■ Work to be completed:
With every picture left out, give the data below back exactly.

#### Provided data

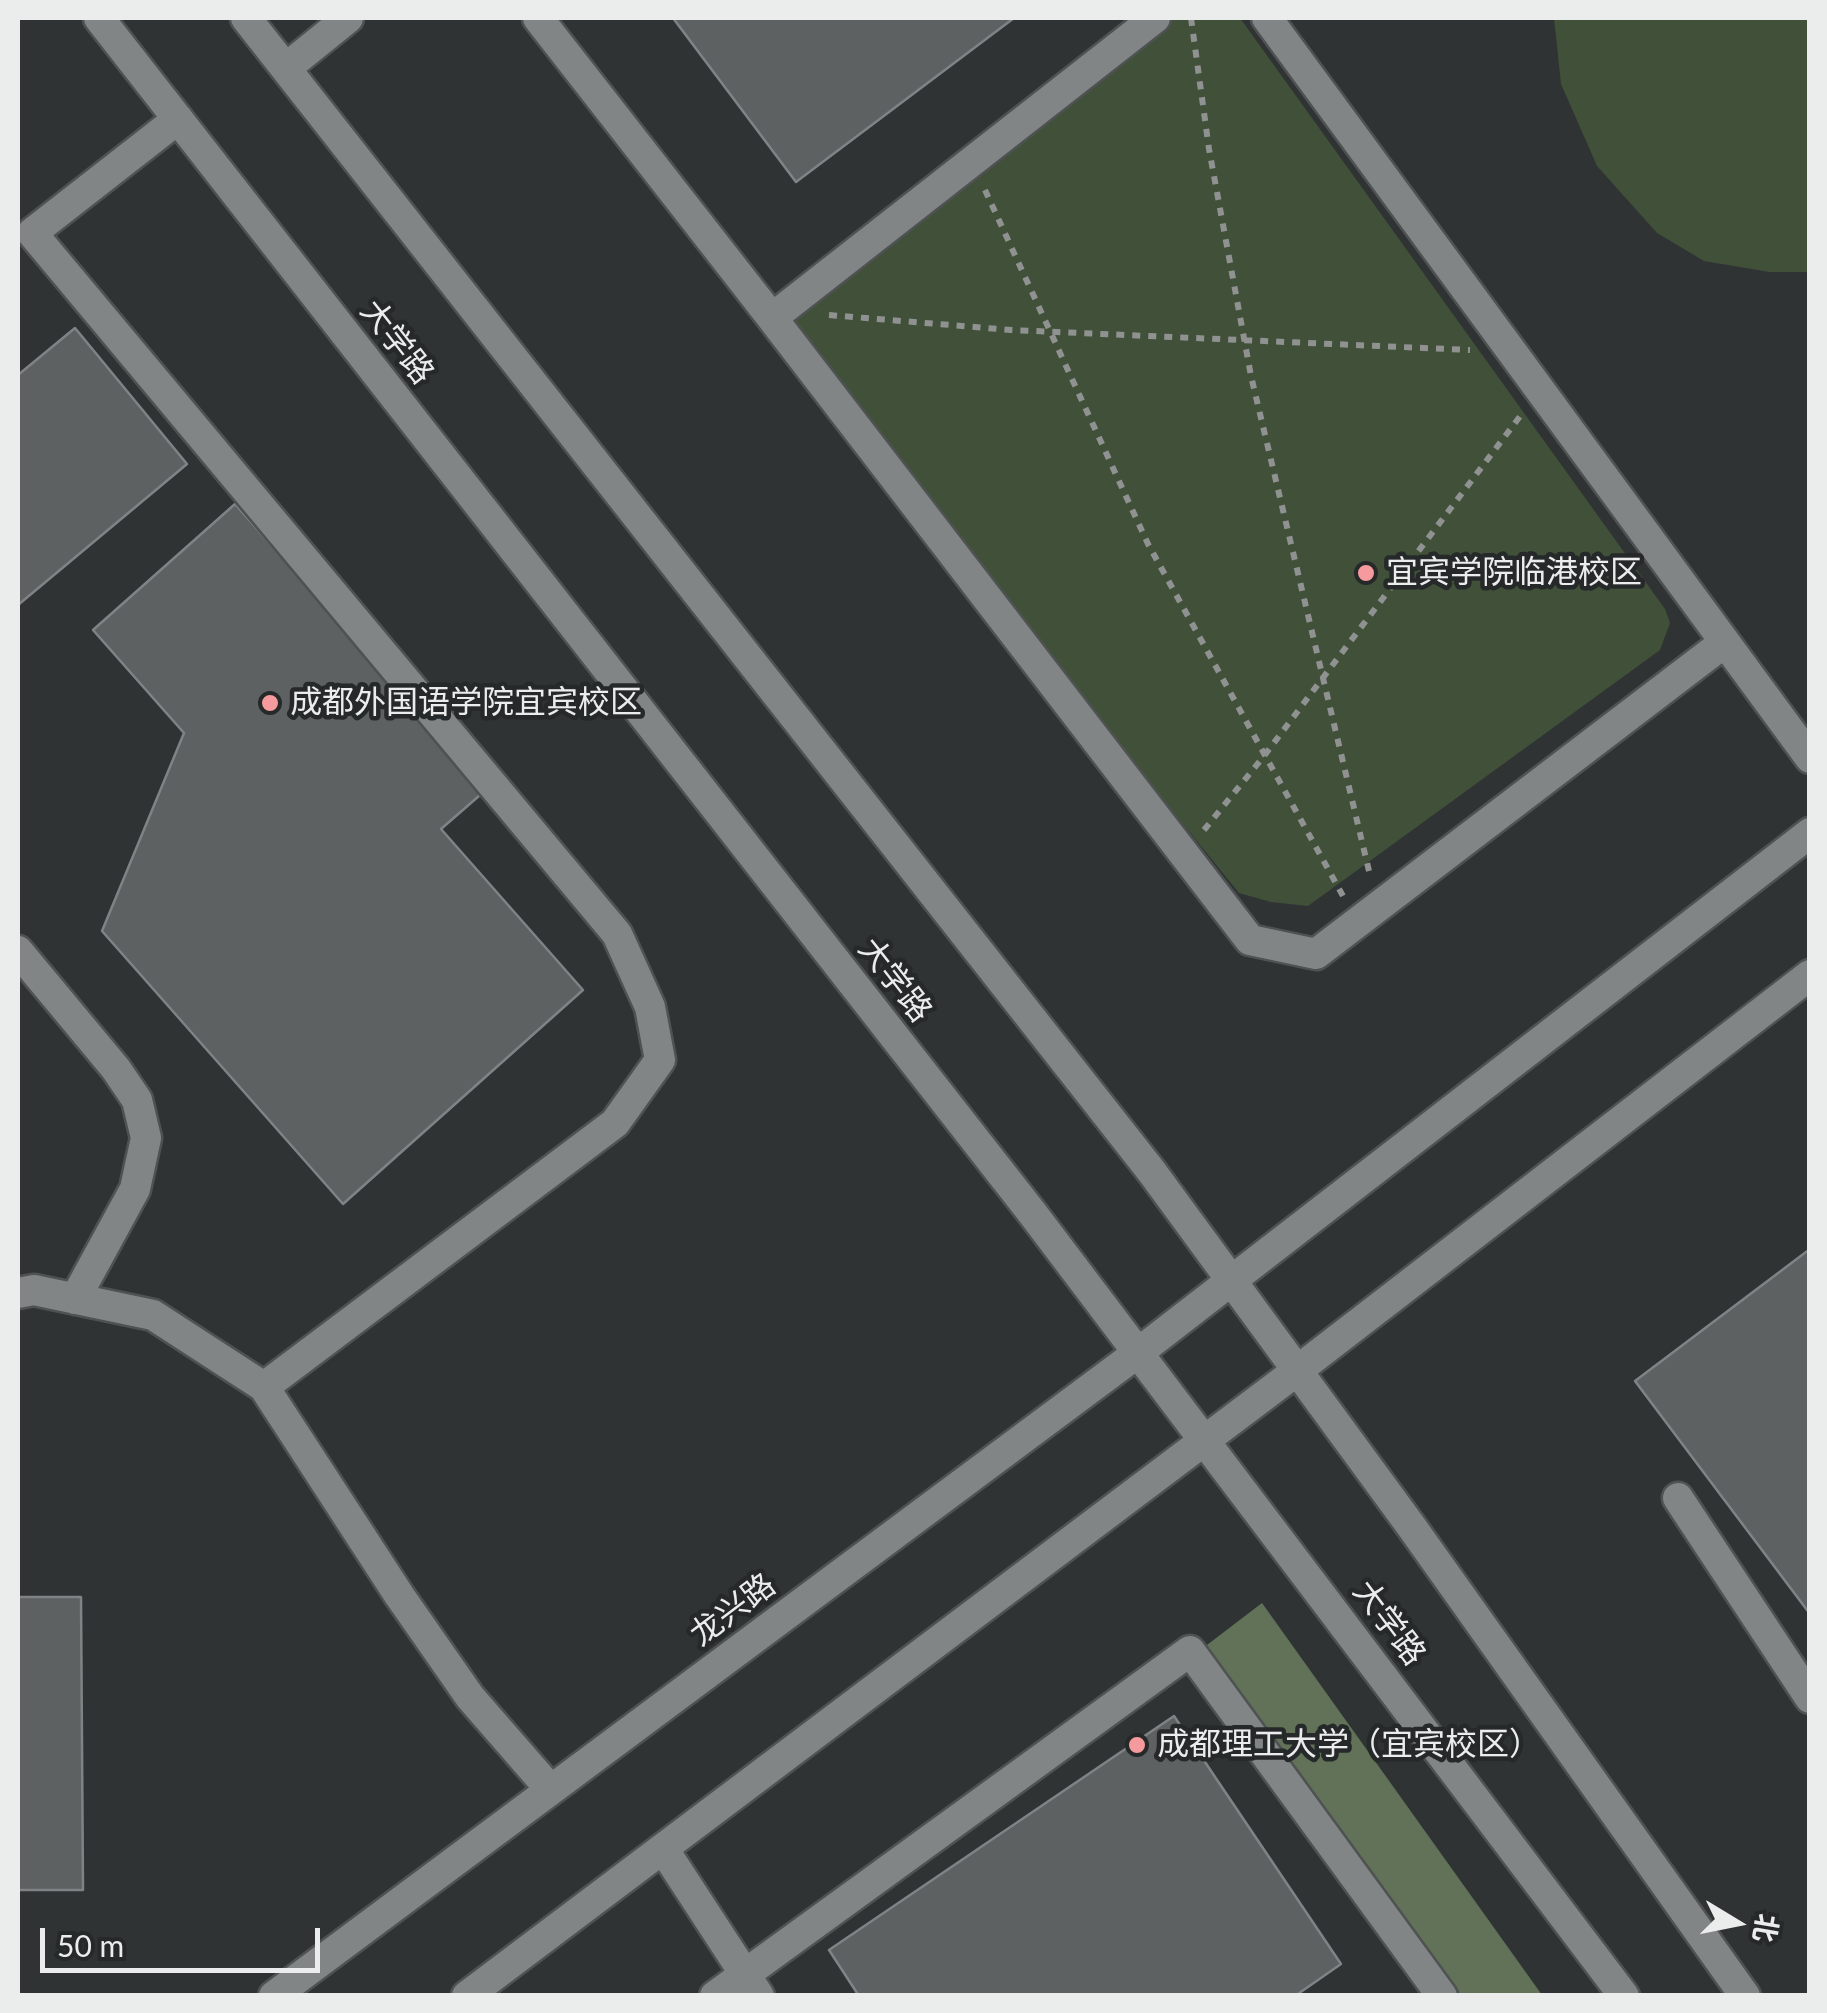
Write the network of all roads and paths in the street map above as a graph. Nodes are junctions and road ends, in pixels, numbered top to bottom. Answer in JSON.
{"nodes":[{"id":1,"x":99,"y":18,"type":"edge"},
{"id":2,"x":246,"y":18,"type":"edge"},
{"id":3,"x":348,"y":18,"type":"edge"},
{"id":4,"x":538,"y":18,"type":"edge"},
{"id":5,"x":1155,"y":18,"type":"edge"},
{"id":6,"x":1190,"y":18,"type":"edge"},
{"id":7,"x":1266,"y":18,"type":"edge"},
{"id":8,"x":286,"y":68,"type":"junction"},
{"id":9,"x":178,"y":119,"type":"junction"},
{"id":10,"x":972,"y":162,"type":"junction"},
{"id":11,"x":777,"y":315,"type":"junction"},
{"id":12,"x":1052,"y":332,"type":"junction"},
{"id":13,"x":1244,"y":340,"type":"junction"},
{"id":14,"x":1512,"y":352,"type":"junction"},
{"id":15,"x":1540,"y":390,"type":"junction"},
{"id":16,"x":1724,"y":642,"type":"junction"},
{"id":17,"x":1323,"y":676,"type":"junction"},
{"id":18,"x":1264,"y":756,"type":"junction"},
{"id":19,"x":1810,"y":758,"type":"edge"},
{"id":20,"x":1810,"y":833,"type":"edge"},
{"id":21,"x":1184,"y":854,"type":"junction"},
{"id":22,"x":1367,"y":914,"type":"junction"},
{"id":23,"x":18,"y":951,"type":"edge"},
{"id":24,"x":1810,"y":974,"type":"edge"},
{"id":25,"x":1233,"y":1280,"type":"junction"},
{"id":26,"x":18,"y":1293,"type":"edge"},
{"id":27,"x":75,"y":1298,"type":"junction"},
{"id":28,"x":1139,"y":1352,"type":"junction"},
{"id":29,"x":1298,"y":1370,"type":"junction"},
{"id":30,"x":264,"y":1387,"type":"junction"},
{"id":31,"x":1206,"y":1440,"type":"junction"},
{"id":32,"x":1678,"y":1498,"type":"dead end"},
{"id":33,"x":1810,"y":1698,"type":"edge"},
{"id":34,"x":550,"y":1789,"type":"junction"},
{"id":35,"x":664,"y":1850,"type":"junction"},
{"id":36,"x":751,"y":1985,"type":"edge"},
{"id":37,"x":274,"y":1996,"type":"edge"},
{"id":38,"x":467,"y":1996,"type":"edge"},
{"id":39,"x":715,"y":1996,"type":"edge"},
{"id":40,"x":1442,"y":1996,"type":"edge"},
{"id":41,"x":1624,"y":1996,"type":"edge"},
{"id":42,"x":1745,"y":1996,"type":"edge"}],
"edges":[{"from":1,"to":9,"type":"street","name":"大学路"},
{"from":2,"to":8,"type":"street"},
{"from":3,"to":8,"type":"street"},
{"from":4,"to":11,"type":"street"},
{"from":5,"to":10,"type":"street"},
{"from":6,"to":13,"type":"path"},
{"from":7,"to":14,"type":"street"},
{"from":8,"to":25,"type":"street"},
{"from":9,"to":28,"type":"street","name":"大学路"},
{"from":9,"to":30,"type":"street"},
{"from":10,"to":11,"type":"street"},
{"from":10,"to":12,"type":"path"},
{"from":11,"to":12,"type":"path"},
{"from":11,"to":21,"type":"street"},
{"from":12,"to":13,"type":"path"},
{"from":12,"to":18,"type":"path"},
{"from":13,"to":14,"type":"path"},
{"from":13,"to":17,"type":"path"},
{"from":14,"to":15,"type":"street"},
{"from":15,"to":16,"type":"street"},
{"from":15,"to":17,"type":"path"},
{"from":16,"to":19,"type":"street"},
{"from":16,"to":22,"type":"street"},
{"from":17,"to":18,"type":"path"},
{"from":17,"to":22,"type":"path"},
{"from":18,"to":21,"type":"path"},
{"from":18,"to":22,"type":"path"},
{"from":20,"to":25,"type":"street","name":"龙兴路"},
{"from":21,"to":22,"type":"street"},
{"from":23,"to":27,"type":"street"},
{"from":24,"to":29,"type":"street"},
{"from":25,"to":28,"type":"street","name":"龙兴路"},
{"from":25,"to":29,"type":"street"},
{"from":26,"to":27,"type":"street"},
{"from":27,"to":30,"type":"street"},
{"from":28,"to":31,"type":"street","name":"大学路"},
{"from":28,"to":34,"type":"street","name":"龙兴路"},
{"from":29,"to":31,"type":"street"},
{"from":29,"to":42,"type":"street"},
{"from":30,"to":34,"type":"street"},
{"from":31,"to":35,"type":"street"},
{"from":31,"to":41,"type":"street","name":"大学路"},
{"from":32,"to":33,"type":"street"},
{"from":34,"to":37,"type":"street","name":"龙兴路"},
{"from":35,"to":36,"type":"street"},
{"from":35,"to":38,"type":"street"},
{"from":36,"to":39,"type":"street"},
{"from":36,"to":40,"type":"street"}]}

########

■ Your response:
Write the network of all roads and paths in the street map above as a graph. Nodes are junctions and road ends, in pixels, numbered top to bottom. Answer in JSON.
{"nodes":[{"id":1,"x":99,"y":18,"type":"edge"},
{"id":2,"x":246,"y":18,"type":"edge"},
{"id":3,"x":348,"y":18,"type":"edge"},
{"id":4,"x":538,"y":18,"type":"edge"},
{"id":5,"x":1155,"y":18,"type":"edge"},
{"id":6,"x":1190,"y":18,"type":"edge"},
{"id":7,"x":1266,"y":18,"type":"edge"},
{"id":8,"x":286,"y":68,"type":"junction"},
{"id":9,"x":178,"y":119,"type":"junction"},
{"id":10,"x":972,"y":162,"type":"junction"},
{"id":11,"x":777,"y":315,"type":"junction"},
{"id":12,"x":1052,"y":332,"type":"junction"},
{"id":13,"x":1244,"y":340,"type":"junction"},
{"id":14,"x":1512,"y":352,"type":"junction"},
{"id":15,"x":1540,"y":390,"type":"junction"},
{"id":16,"x":1724,"y":642,"type":"junction"},
{"id":17,"x":1323,"y":676,"type":"junction"},
{"id":18,"x":1264,"y":756,"type":"junction"},
{"id":19,"x":1810,"y":758,"type":"edge"},
{"id":20,"x":1810,"y":833,"type":"edge"},
{"id":21,"x":1184,"y":854,"type":"junction"},
{"id":22,"x":1367,"y":914,"type":"junction"},
{"id":23,"x":18,"y":951,"type":"edge"},
{"id":24,"x":1810,"y":974,"type":"edge"},
{"id":25,"x":1233,"y":1280,"type":"junction"},
{"id":26,"x":18,"y":1293,"type":"edge"},
{"id":27,"x":75,"y":1298,"type":"junction"},
{"id":28,"x":1139,"y":1352,"type":"junction"},
{"id":29,"x":1298,"y":1370,"type":"junction"},
{"id":30,"x":264,"y":1387,"type":"junction"},
{"id":31,"x":1206,"y":1440,"type":"junction"},
{"id":32,"x":1678,"y":1498,"type":"dead end"},
{"id":33,"x":1810,"y":1698,"type":"edge"},
{"id":34,"x":550,"y":1789,"type":"junction"},
{"id":35,"x":664,"y":1850,"type":"junction"},
{"id":36,"x":751,"y":1985,"type":"edge"},
{"id":37,"x":274,"y":1996,"type":"edge"},
{"id":38,"x":467,"y":1996,"type":"edge"},
{"id":39,"x":715,"y":1996,"type":"edge"},
{"id":40,"x":1442,"y":1996,"type":"edge"},
{"id":41,"x":1624,"y":1996,"type":"edge"},
{"id":42,"x":1745,"y":1996,"type":"edge"}],
"edges":[{"from":1,"to":9,"type":"street","name":"大学路"},
{"from":2,"to":8,"type":"street"},
{"from":3,"to":8,"type":"street"},
{"from":4,"to":11,"type":"street"},
{"from":5,"to":10,"type":"street"},
{"from":6,"to":13,"type":"path"},
{"from":7,"to":14,"type":"street"},
{"from":8,"to":25,"type":"street"},
{"from":9,"to":28,"type":"street","name":"大学路"},
{"from":9,"to":30,"type":"street"},
{"from":10,"to":11,"type":"street"},
{"from":10,"to":12,"type":"path"},
{"from":11,"to":12,"type":"path"},
{"from":11,"to":21,"type":"street"},
{"from":12,"to":13,"type":"path"},
{"from":12,"to":18,"type":"path"},
{"from":13,"to":14,"type":"path"},
{"from":13,"to":17,"type":"path"},
{"from":14,"to":15,"type":"street"},
{"from":15,"to":16,"type":"street"},
{"from":15,"to":17,"type":"path"},
{"from":16,"to":19,"type":"street"},
{"from":16,"to":22,"type":"street"},
{"from":17,"to":18,"type":"path"},
{"from":17,"to":22,"type":"path"},
{"from":18,"to":21,"type":"path"},
{"from":18,"to":22,"type":"path"},
{"from":20,"to":25,"type":"street","name":"龙兴路"},
{"from":21,"to":22,"type":"street"},
{"from":23,"to":27,"type":"street"},
{"from":24,"to":29,"type":"street"},
{"from":25,"to":28,"type":"street","name":"龙兴路"},
{"from":25,"to":29,"type":"street"},
{"from":26,"to":27,"type":"street"},
{"from":27,"to":30,"type":"street"},
{"from":28,"to":31,"type":"street","name":"大学路"},
{"from":28,"to":34,"type":"street","name":"龙兴路"},
{"from":29,"to":31,"type":"street"},
{"from":29,"to":42,"type":"street"},
{"from":30,"to":34,"type":"street"},
{"from":31,"to":35,"type":"street"},
{"from":31,"to":41,"type":"street","name":"大学路"},
{"from":32,"to":33,"type":"street"},
{"from":34,"to":37,"type":"street","name":"龙兴路"},
{"from":35,"to":36,"type":"street"},
{"from":35,"to":38,"type":"street"},
{"from":36,"to":39,"type":"street"},
{"from":36,"to":40,"type":"street"}]}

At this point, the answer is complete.